--- Data to examine Enclosed Below ---

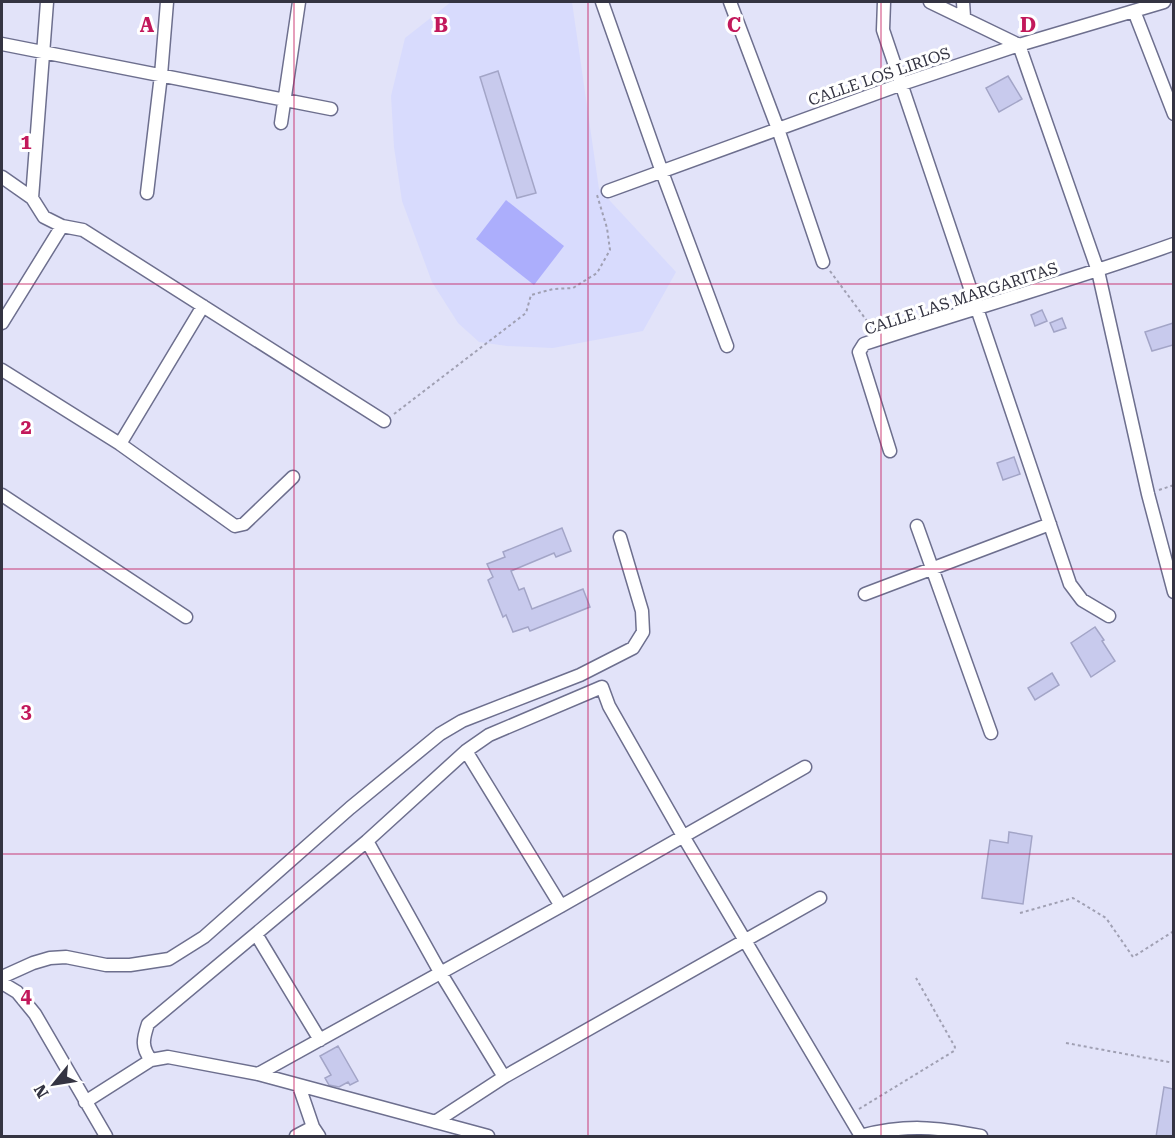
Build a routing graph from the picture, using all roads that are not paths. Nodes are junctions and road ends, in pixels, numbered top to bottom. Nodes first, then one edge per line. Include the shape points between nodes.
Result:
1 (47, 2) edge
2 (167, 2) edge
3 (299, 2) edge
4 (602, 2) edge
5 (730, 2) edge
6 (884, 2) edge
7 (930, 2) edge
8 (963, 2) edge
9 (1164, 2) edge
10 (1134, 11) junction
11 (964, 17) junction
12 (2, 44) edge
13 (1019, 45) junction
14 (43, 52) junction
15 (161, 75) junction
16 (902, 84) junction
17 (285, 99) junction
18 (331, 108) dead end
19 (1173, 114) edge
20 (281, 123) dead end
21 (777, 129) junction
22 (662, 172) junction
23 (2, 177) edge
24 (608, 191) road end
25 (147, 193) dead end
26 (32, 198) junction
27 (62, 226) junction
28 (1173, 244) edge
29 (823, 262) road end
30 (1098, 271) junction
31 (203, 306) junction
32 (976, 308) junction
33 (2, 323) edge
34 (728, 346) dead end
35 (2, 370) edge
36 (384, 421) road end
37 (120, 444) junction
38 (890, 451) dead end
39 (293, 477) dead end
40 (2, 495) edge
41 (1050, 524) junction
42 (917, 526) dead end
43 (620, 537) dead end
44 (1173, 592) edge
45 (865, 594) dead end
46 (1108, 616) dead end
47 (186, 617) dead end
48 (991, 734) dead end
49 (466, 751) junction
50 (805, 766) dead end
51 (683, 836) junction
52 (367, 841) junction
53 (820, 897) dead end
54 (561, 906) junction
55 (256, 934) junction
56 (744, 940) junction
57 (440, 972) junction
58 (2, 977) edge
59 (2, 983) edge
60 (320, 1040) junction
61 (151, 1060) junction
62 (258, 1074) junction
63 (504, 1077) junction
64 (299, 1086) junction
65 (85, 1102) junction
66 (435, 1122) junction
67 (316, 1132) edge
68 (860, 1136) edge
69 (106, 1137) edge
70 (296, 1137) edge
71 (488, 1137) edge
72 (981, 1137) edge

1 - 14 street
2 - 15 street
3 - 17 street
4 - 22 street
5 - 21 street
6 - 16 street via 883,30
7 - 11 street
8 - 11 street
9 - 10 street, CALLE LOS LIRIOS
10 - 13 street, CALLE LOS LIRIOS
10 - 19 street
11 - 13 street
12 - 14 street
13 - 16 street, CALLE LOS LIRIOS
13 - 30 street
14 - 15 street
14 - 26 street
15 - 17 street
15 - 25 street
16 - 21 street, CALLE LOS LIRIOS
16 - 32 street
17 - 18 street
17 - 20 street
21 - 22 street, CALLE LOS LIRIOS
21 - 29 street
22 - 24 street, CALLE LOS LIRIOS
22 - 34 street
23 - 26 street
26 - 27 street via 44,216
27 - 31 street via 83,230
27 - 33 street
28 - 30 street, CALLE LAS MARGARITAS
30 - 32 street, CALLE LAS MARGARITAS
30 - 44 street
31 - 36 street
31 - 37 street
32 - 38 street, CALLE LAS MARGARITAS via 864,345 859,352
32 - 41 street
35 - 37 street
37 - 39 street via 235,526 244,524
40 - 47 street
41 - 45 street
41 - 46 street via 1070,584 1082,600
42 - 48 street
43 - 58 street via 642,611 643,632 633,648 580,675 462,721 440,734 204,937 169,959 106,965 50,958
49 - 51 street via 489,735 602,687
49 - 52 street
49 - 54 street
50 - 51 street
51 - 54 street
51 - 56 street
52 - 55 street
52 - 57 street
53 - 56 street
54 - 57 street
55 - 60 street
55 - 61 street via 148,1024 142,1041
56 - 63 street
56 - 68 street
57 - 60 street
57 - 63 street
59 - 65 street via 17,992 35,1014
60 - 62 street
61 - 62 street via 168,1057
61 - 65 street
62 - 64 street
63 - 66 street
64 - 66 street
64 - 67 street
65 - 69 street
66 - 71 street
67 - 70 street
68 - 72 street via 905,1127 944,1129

--- End of Enclosed Data to examine ---
--- Data to examine Enclosed Below ---

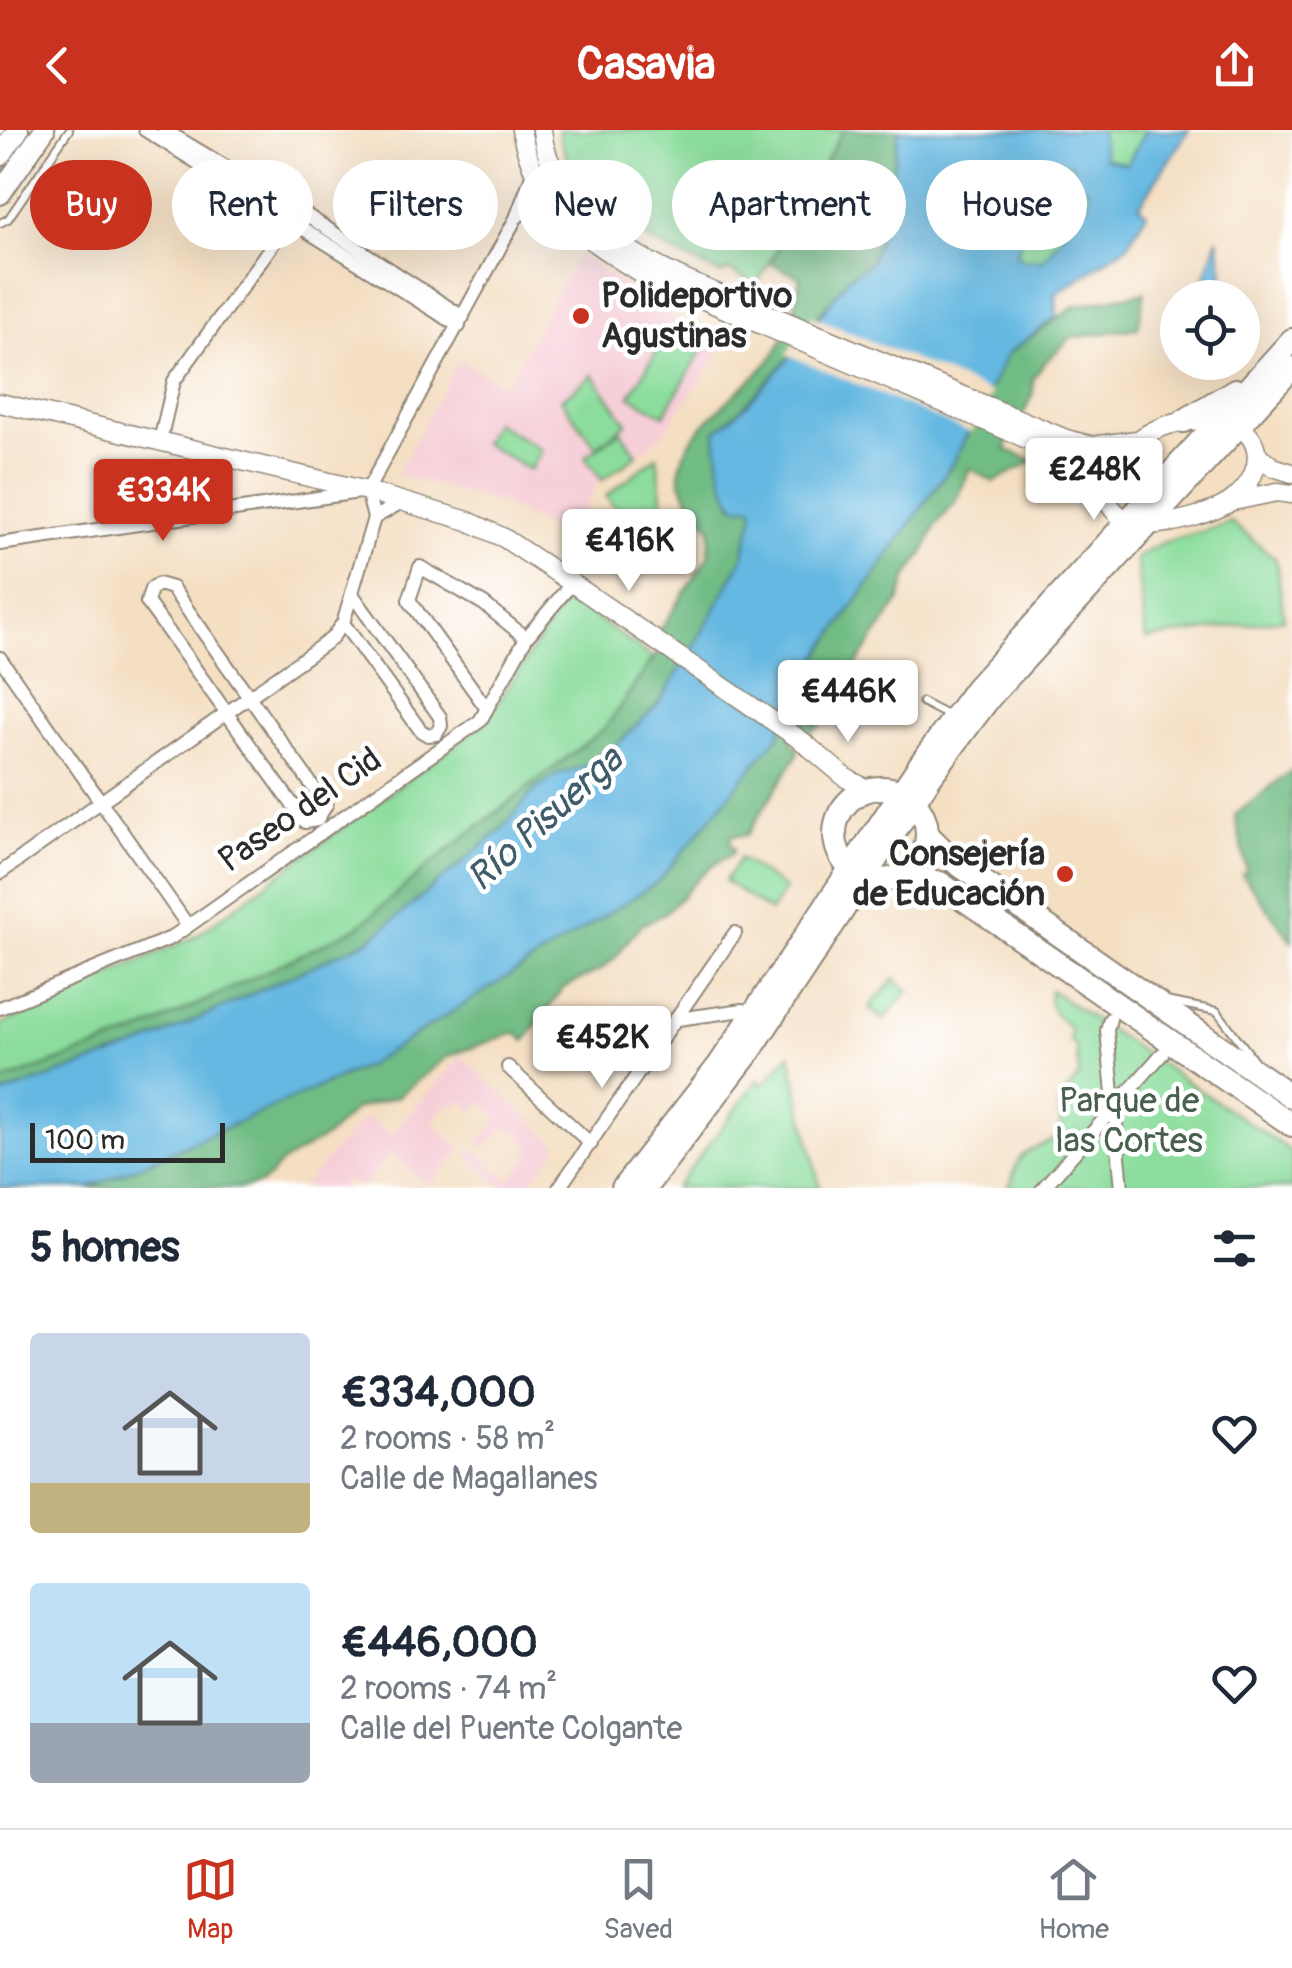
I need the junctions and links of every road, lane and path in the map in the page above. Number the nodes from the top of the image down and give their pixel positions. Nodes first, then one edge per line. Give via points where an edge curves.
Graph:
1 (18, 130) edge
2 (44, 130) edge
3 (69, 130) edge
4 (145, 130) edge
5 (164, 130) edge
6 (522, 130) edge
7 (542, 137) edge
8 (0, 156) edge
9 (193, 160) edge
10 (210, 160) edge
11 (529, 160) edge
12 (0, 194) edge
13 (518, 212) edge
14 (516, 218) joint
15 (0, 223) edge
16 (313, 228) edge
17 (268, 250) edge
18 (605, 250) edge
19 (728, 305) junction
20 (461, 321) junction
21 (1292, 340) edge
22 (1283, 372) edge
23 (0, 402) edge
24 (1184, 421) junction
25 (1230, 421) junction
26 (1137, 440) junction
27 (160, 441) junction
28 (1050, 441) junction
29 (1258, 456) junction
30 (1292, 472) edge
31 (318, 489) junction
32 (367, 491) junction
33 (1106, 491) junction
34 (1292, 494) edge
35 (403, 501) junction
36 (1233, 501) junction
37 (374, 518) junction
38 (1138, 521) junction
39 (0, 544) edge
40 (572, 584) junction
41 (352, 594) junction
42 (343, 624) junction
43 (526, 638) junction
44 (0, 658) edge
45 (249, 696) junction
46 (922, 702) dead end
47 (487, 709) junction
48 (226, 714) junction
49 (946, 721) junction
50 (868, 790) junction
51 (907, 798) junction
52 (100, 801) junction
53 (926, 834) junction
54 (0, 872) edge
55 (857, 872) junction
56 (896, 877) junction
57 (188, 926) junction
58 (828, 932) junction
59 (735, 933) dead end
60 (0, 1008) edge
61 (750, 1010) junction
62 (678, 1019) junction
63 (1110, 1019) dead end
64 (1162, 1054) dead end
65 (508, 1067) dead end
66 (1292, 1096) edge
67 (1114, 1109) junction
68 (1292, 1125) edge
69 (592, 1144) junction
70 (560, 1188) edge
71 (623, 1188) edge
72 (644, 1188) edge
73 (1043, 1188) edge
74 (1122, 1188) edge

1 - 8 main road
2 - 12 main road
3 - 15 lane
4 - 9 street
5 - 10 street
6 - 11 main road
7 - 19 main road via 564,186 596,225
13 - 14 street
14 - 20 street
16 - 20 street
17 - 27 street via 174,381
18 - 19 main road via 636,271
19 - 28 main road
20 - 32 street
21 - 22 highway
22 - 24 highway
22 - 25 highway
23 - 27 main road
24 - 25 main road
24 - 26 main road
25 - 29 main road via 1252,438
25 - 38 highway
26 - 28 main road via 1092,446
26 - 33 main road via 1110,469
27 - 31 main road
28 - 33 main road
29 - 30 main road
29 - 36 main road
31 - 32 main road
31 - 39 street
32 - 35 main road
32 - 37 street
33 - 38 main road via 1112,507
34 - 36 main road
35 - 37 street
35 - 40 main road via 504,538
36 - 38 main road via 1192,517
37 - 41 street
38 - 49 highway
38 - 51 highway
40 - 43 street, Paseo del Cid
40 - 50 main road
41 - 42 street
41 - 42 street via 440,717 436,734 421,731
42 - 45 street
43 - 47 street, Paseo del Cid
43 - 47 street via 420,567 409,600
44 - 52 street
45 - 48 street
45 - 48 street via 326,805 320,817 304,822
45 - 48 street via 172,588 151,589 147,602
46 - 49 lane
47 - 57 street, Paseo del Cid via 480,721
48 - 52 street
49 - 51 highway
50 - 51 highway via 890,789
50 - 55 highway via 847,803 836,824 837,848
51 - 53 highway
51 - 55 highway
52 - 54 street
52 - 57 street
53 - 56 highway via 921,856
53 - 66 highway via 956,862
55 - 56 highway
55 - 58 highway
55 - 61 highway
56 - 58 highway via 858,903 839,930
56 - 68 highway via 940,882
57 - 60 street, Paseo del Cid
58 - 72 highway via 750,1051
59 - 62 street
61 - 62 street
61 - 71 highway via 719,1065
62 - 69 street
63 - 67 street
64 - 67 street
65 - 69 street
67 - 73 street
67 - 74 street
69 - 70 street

--- End of Enclosed Data to examine ---

What the task asks:
Reply with nothing but the count of lines in the entries above that contain "from".

Worked solution:
2